Task details: Transcribe each record as written.

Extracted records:
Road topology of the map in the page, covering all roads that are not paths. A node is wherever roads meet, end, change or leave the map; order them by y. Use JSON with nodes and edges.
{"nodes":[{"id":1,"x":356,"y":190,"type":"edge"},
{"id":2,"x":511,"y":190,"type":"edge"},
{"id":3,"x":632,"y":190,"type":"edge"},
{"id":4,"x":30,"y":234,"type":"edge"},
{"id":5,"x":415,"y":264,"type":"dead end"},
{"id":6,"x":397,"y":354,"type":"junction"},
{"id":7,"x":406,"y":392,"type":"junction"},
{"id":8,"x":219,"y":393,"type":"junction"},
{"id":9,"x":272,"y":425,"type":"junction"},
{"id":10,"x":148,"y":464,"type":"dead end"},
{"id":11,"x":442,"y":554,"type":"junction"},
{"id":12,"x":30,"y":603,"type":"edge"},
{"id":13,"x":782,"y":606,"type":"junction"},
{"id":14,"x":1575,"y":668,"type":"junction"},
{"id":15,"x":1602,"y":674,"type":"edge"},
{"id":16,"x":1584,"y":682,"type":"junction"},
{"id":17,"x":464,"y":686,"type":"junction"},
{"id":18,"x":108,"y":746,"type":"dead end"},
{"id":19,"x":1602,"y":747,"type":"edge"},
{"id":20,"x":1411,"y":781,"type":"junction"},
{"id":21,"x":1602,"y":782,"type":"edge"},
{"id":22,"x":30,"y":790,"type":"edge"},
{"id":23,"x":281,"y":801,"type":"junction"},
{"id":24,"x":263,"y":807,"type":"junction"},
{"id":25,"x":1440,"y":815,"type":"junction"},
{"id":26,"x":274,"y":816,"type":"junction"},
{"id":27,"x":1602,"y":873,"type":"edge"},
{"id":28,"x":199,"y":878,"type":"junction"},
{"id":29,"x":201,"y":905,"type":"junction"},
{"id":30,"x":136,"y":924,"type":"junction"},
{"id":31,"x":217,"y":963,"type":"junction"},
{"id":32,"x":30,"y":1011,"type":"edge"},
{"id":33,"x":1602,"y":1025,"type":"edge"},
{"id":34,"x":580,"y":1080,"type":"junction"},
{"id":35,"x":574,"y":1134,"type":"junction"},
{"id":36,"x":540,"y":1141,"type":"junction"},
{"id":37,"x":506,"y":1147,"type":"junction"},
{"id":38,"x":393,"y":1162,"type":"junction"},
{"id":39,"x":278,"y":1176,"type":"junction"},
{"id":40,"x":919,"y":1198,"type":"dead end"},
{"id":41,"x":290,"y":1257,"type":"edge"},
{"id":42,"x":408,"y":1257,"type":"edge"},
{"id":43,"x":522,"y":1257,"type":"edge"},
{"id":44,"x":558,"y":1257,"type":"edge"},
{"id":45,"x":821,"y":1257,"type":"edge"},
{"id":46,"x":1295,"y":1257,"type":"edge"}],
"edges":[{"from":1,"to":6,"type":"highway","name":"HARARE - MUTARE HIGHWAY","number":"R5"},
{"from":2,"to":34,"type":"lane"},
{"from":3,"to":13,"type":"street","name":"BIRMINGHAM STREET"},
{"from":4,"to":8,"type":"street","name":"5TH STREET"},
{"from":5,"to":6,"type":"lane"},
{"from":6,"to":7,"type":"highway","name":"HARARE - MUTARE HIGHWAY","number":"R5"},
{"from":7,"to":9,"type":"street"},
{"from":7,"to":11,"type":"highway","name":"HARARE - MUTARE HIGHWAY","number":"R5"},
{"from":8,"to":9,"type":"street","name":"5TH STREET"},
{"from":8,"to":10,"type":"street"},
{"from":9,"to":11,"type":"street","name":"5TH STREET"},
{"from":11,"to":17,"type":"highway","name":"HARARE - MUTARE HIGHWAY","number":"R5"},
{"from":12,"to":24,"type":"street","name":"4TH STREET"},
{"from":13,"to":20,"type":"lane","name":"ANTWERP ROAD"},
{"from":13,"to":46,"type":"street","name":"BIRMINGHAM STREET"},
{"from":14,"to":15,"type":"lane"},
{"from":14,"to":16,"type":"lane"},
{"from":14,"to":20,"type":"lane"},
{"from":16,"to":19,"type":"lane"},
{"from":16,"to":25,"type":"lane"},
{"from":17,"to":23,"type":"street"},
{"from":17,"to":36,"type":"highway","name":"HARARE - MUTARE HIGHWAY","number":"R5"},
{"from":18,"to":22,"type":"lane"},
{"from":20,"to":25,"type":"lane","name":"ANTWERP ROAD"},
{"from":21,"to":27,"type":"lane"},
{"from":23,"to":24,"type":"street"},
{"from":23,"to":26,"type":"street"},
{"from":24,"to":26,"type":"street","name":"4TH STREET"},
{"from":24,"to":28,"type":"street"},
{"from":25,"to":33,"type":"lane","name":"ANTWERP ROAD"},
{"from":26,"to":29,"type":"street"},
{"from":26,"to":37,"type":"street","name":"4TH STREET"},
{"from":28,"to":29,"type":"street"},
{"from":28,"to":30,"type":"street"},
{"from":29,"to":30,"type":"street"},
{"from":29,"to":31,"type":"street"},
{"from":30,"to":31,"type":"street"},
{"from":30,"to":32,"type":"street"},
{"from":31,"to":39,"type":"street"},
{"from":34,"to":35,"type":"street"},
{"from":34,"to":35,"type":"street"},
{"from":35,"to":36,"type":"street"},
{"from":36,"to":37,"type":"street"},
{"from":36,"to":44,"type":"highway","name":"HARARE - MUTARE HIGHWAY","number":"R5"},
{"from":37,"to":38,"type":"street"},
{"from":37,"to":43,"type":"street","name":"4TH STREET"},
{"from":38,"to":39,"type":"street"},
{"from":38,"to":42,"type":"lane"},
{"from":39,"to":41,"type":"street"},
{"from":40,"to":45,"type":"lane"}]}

Answer space:
Road topology of the map in the page, covering all roads that are not paths. A node is wherever roads meet, end, change or leave the map; order them by y. Use JSON with nodes and edges.
{"nodes":[{"id":1,"x":356,"y":190,"type":"edge"},
{"id":2,"x":511,"y":190,"type":"edge"},
{"id":3,"x":632,"y":190,"type":"edge"},
{"id":4,"x":30,"y":234,"type":"edge"},
{"id":5,"x":415,"y":264,"type":"dead end"},
{"id":6,"x":397,"y":354,"type":"junction"},
{"id":7,"x":406,"y":392,"type":"junction"},
{"id":8,"x":219,"y":393,"type":"junction"},
{"id":9,"x":272,"y":425,"type":"junction"},
{"id":10,"x":148,"y":464,"type":"dead end"},
{"id":11,"x":442,"y":554,"type":"junction"},
{"id":12,"x":30,"y":603,"type":"edge"},
{"id":13,"x":782,"y":606,"type":"junction"},
{"id":14,"x":1575,"y":668,"type":"junction"},
{"id":15,"x":1602,"y":674,"type":"edge"},
{"id":16,"x":1584,"y":682,"type":"junction"},
{"id":17,"x":464,"y":686,"type":"junction"},
{"id":18,"x":108,"y":746,"type":"dead end"},
{"id":19,"x":1602,"y":747,"type":"edge"},
{"id":20,"x":1411,"y":781,"type":"junction"},
{"id":21,"x":1602,"y":782,"type":"edge"},
{"id":22,"x":30,"y":790,"type":"edge"},
{"id":23,"x":281,"y":801,"type":"junction"},
{"id":24,"x":263,"y":807,"type":"junction"},
{"id":25,"x":1440,"y":815,"type":"junction"},
{"id":26,"x":274,"y":816,"type":"junction"},
{"id":27,"x":1602,"y":873,"type":"edge"},
{"id":28,"x":199,"y":878,"type":"junction"},
{"id":29,"x":201,"y":905,"type":"junction"},
{"id":30,"x":136,"y":924,"type":"junction"},
{"id":31,"x":217,"y":963,"type":"junction"},
{"id":32,"x":30,"y":1011,"type":"edge"},
{"id":33,"x":1602,"y":1025,"type":"edge"},
{"id":34,"x":580,"y":1080,"type":"junction"},
{"id":35,"x":574,"y":1134,"type":"junction"},
{"id":36,"x":540,"y":1141,"type":"junction"},
{"id":37,"x":506,"y":1147,"type":"junction"},
{"id":38,"x":393,"y":1162,"type":"junction"},
{"id":39,"x":278,"y":1176,"type":"junction"},
{"id":40,"x":919,"y":1198,"type":"dead end"},
{"id":41,"x":290,"y":1257,"type":"edge"},
{"id":42,"x":408,"y":1257,"type":"edge"},
{"id":43,"x":522,"y":1257,"type":"edge"},
{"id":44,"x":558,"y":1257,"type":"edge"},
{"id":45,"x":821,"y":1257,"type":"edge"},
{"id":46,"x":1295,"y":1257,"type":"edge"}],
"edges":[{"from":1,"to":6,"type":"highway","name":"HARARE - MUTARE HIGHWAY","number":"R5"},
{"from":2,"to":34,"type":"lane"},
{"from":3,"to":13,"type":"street","name":"BIRMINGHAM STREET"},
{"from":4,"to":8,"type":"street","name":"5TH STREET"},
{"from":5,"to":6,"type":"lane"},
{"from":6,"to":7,"type":"highway","name":"HARARE - MUTARE HIGHWAY","number":"R5"},
{"from":7,"to":9,"type":"street"},
{"from":7,"to":11,"type":"highway","name":"HARARE - MUTARE HIGHWAY","number":"R5"},
{"from":8,"to":9,"type":"street","name":"5TH STREET"},
{"from":8,"to":10,"type":"street"},
{"from":9,"to":11,"type":"street","name":"5TH STREET"},
{"from":11,"to":17,"type":"highway","name":"HARARE - MUTARE HIGHWAY","number":"R5"},
{"from":12,"to":24,"type":"street","name":"4TH STREET"},
{"from":13,"to":20,"type":"lane","name":"ANTWERP ROAD"},
{"from":13,"to":46,"type":"street","name":"BIRMINGHAM STREET"},
{"from":14,"to":15,"type":"lane"},
{"from":14,"to":16,"type":"lane"},
{"from":14,"to":20,"type":"lane"},
{"from":16,"to":19,"type":"lane"},
{"from":16,"to":25,"type":"lane"},
{"from":17,"to":23,"type":"street"},
{"from":17,"to":36,"type":"highway","name":"HARARE - MUTARE HIGHWAY","number":"R5"},
{"from":18,"to":22,"type":"lane"},
{"from":20,"to":25,"type":"lane","name":"ANTWERP ROAD"},
{"from":21,"to":27,"type":"lane"},
{"from":23,"to":24,"type":"street"},
{"from":23,"to":26,"type":"street"},
{"from":24,"to":26,"type":"street","name":"4TH STREET"},
{"from":24,"to":28,"type":"street"},
{"from":25,"to":33,"type":"lane","name":"ANTWERP ROAD"},
{"from":26,"to":29,"type":"street"},
{"from":26,"to":37,"type":"street","name":"4TH STREET"},
{"from":28,"to":29,"type":"street"},
{"from":28,"to":30,"type":"street"},
{"from":29,"to":30,"type":"street"},
{"from":29,"to":31,"type":"street"},
{"from":30,"to":31,"type":"street"},
{"from":30,"to":32,"type":"street"},
{"from":31,"to":39,"type":"street"},
{"from":34,"to":35,"type":"street"},
{"from":34,"to":35,"type":"street"},
{"from":35,"to":36,"type":"street"},
{"from":36,"to":37,"type":"street"},
{"from":36,"to":44,"type":"highway","name":"HARARE - MUTARE HIGHWAY","number":"R5"},
{"from":37,"to":38,"type":"street"},
{"from":37,"to":43,"type":"street","name":"4TH STREET"},
{"from":38,"to":39,"type":"street"},
{"from":38,"to":42,"type":"lane"},
{"from":39,"to":41,"type":"street"},
{"from":40,"to":45,"type":"lane"}]}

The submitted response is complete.